In line with the scope of the Ideal Spaces Foundation (https://www.idealspaces.org/working-group-2/), Urban Eidos encompasses a broad examination about architecture, space, and community in a wider sense, with the expressions of their relationships in art, science, and the built space. Space is more than what we see, and architecture is more than built physical space. When we look at the relations between space and architecture, every intentionally planned order can be conceived as architecture; e.g. the architecture of an institution, as such invisible (but active), and expressed in its visible, symbolic form as an organigram. 

Taking the original notion of a symbol as representing something else it stands for, architecture is inherently symbolic, necessitating both scientific and artistic ways of interpretation, interaction and interpretation. This is particularly pertinent as architectural forms and spaces embody specific ideologies and presuppositions about human nature—what architectural styles suit which types of individuals—regardless of whether these notions are explicitly stated or operate implicitly as unacknowledged certainties. Architecture and space, therefore, resonate with the human condition or ‘conditio humana’, where underlying assumptions about this condition shape architectural creation, and in turn, the resulting structures impact human experiences, behaviors, perceptions, and overall worldview, both consciously and subconsciously. Consequently, architecture significantly influences individuals’ quality of life and inherently possesses sociological and political dimensions.

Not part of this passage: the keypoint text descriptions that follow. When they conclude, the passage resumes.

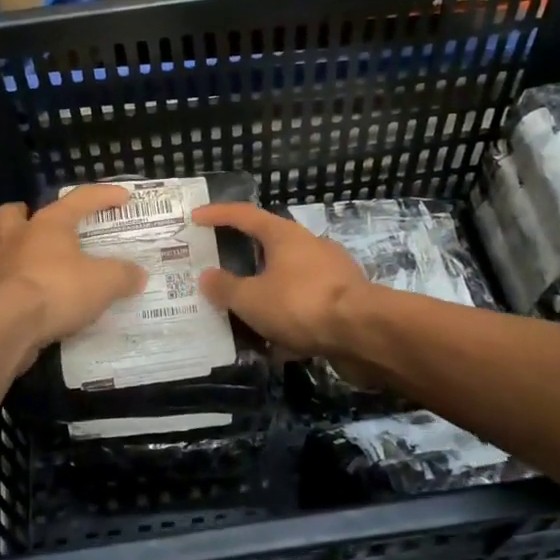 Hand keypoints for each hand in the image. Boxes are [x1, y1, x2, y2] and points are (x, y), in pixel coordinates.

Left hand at [0, 185, 146, 356]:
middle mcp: (17, 239)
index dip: (103, 195)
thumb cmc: (59, 291)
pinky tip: (1, 296)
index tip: (124, 197)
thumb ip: (123, 275)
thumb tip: (138, 274)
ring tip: (11, 252)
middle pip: (9, 213)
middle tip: (35, 223)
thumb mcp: (105, 282)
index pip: (79, 199)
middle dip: (20, 213)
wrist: (10, 325)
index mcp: (49, 226)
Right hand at [192, 203, 371, 363]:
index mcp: (284, 235)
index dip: (218, 214)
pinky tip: (276, 344)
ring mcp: (331, 273)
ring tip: (244, 316)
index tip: (196, 217)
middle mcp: (309, 246)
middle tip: (221, 274)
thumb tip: (207, 276)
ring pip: (288, 280)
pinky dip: (288, 320)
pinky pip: (306, 306)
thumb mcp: (252, 299)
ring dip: (267, 294)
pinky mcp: (345, 301)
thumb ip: (226, 288)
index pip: (245, 215)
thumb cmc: (301, 304)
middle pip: (270, 247)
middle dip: (245, 261)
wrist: (364, 332) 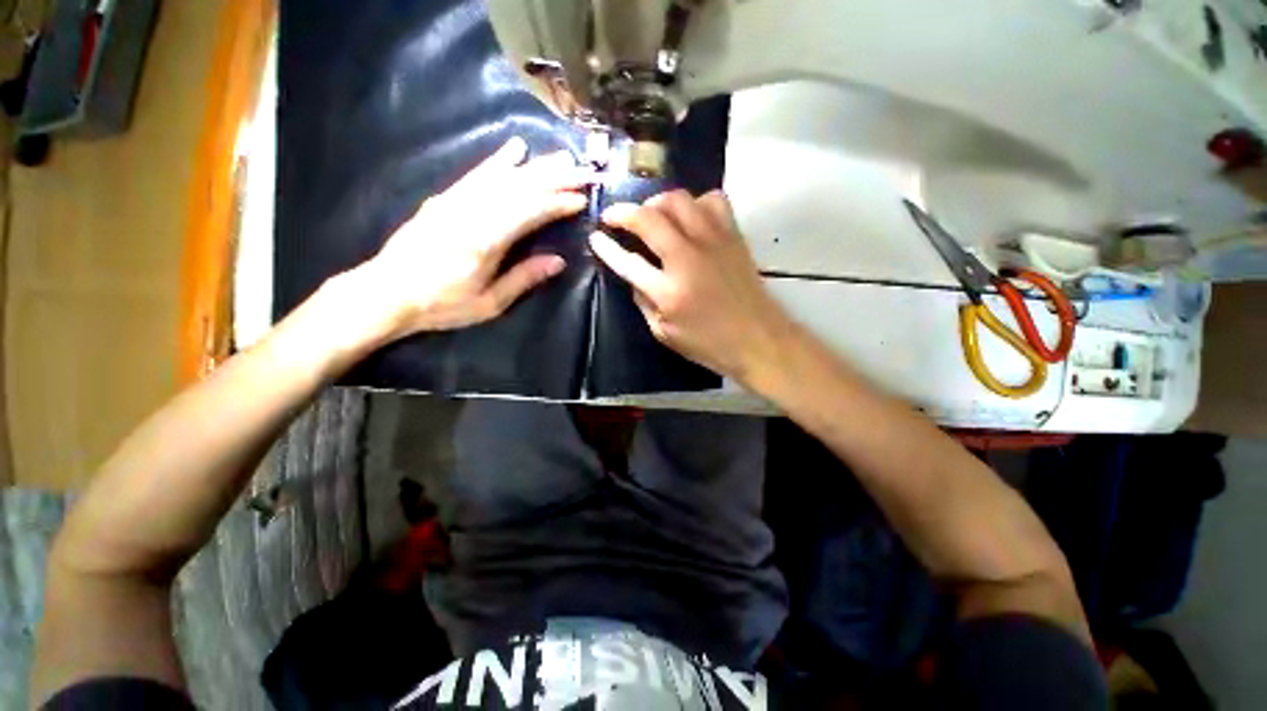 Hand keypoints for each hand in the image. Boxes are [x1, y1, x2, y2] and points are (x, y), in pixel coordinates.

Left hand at [347, 137, 589, 341]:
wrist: (387, 292)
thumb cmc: (442, 304)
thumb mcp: (490, 302)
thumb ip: (524, 278)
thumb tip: (559, 261)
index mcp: (485, 239)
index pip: (530, 211)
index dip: (558, 203)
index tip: (582, 199)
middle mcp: (471, 211)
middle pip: (520, 186)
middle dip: (555, 177)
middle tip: (583, 171)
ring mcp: (456, 200)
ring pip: (502, 175)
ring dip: (535, 165)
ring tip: (561, 157)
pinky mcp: (446, 198)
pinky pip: (477, 174)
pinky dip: (499, 161)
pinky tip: (515, 149)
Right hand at [590, 190, 796, 383]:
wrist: (759, 339)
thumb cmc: (709, 344)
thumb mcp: (665, 334)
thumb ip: (644, 302)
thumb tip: (633, 275)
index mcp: (669, 291)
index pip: (628, 262)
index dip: (607, 248)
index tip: (595, 236)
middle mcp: (689, 258)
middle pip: (649, 219)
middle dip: (623, 212)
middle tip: (614, 217)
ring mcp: (714, 241)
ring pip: (679, 200)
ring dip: (657, 202)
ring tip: (651, 215)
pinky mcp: (733, 236)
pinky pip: (713, 200)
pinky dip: (696, 202)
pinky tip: (690, 217)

As regards both these dimensions, cultural heritage is relevant, as well as the nexus between community, space, and place. Communities need individual, recognizable places to unfold and to prosper, not just space to exist in. Looking at the basic human condition to be a zoon politikon, an animal living in the community of the polis, the relations between concepts of the city, free citizenship, and democracy are of particular importance. 

Join us in this exciting journey as we explore the intersections of science, arts, and architecture through the open and inclusive platform of Urban Eidos. We welcome every scholar, practitioner, and artist to contribute to this discourse—be it as a reader, reviewer, or author.

U. Gehmann & A. Siess

Inside this issue

Our first edition Architecture, Space, and Place is about highlighting some perspectives on space, architecture, and community. 

Referring to the assumptions about a human condition outlined in the foregoing, for the human being as a cultural animal (McLuhan), living in the city might be an essential trait, but at the same time, there was a feeling of unease that arose early in the history of urban civilization. If urbanity is the epitome for culture, what about nature? In the face of climate crisis, ecological threats, and expanding urban agglomerations, this question gained actuality again. To bring nature back into the city is not confined to recent ‘green city’-approaches but has a long history, epitomized in the ideal of the garden, the altera natura as the Roman writer Cicero called it. A garden/park, together with its mythological connotations, is an artificial nature, a kind of 2.0-naturality adapted to culture. Flight from the City – Love for the Garden by Steffen Krämer deals with these aspects.

The attempts to create an artificial nature are not confined to gardens. From the idea of the Polis onwards, the intention (and hope) was that a ‘good’ city can be created, a città felice as the Italian Renaissance coined it, based on the assumption that building on the city is building on society. In addition, the real altera natura of humans is not the garden but the city. It became second nature that spread out on a global scale, reflected by the fact that the major part of today’s world population lives in cities.

What to do to keep the city human? What about community, and the need for places? Community lives by inclusion, and places where this is possible. Ideal Space and Inclusion by Ulrich Gehmann will look at essential aspects related to these questions.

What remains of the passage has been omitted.